■ SUPPLIED DATA ■

Content starts

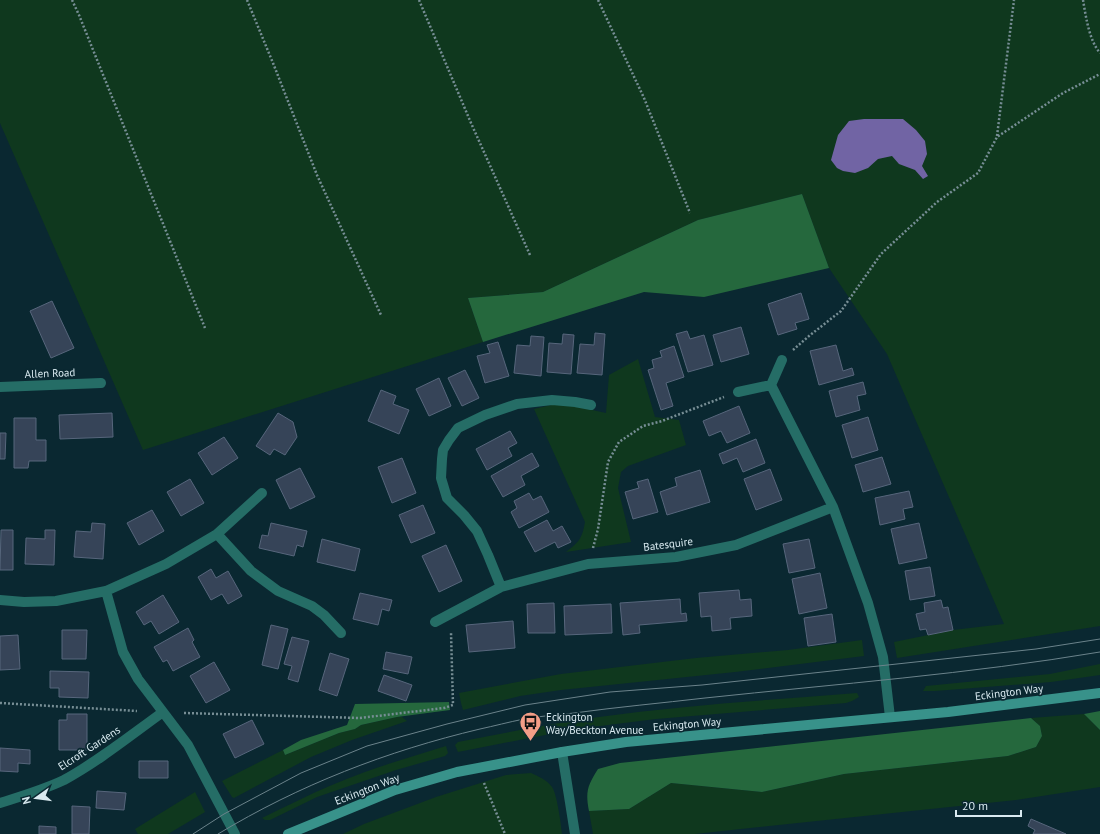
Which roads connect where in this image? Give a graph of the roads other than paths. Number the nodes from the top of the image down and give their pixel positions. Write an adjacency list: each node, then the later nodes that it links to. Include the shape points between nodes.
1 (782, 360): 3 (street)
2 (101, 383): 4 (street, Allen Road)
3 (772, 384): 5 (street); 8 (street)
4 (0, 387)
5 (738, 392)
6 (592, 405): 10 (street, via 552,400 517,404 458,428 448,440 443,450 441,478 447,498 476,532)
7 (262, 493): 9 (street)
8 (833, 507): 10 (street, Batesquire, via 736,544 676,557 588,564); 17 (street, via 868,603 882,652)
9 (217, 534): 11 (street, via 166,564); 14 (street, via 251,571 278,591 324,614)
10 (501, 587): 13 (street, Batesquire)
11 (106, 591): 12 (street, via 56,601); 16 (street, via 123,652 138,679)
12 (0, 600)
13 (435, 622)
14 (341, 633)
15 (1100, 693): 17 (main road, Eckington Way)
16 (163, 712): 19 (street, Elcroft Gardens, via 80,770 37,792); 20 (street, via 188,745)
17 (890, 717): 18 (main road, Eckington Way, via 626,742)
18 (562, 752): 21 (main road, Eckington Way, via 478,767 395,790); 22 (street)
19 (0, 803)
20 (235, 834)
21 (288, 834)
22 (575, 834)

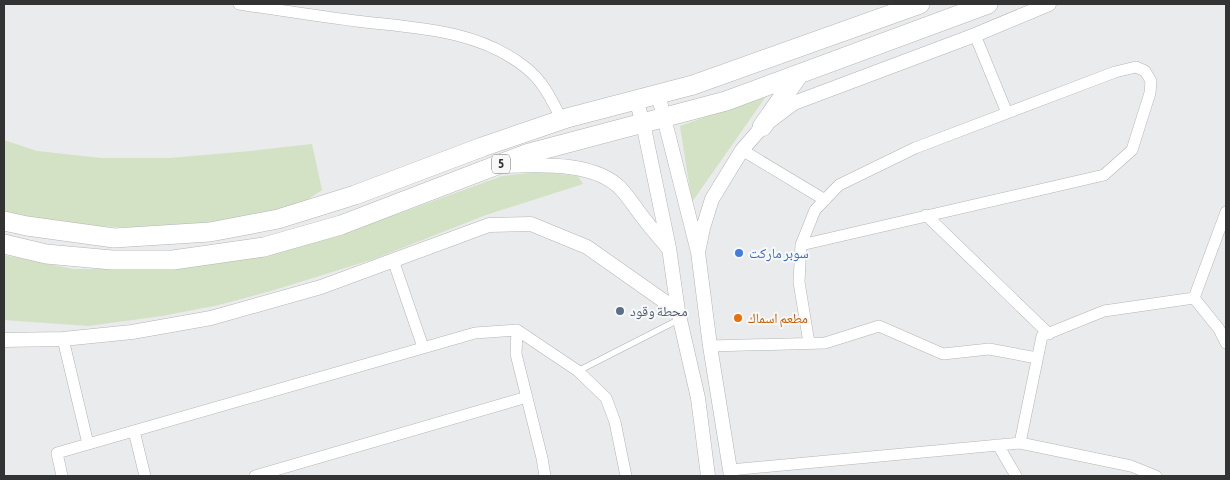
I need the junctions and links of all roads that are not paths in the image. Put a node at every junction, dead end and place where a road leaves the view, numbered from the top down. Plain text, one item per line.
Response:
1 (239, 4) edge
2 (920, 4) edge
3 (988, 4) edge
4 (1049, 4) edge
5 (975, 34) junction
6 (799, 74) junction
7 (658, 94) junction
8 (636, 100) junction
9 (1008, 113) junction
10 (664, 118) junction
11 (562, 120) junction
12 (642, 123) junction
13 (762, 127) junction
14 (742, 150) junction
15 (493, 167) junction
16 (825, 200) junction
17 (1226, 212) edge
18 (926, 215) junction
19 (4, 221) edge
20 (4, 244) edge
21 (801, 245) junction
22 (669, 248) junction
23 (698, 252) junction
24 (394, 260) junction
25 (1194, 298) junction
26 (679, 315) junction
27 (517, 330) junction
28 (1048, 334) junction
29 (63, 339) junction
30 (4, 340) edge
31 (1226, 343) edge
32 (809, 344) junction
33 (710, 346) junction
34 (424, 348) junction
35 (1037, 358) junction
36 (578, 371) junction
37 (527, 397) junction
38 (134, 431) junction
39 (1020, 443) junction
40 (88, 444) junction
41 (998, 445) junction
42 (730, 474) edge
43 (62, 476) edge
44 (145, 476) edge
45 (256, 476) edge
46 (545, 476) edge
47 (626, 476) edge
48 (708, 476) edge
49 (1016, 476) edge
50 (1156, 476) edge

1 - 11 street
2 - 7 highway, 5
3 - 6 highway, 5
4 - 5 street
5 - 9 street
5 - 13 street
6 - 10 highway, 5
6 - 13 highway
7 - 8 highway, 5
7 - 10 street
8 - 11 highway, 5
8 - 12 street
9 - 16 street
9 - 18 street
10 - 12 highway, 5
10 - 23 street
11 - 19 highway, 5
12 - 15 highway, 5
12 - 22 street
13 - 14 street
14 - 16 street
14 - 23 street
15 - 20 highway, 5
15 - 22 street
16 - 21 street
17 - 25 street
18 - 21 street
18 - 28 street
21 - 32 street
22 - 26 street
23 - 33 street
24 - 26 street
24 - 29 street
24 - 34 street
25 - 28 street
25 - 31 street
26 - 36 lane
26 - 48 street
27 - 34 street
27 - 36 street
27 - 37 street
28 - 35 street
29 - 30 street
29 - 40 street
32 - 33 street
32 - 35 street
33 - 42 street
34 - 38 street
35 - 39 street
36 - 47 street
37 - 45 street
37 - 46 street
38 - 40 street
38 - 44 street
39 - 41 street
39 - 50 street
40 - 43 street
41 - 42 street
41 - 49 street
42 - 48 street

Content ends
Content starts

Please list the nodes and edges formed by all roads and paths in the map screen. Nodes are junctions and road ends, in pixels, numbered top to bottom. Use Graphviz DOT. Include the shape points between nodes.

Content ends

■ WHAT TO DO ■
Identify each line in the records above containing the word "junctions"; copy those lines.

■ REPLY TO THE TASK ■
I need the junctions and links of all roads that are not paths in the image. Put a node at every junction, dead end and place where a road leaves the view, numbered from the top down. Plain text, one item per line.
Please list the nodes and edges formed by all roads and paths in the map screen. Nodes are junctions and road ends, in pixels, numbered top to bottom. Use Graphviz DOT. Include the shape points between nodes.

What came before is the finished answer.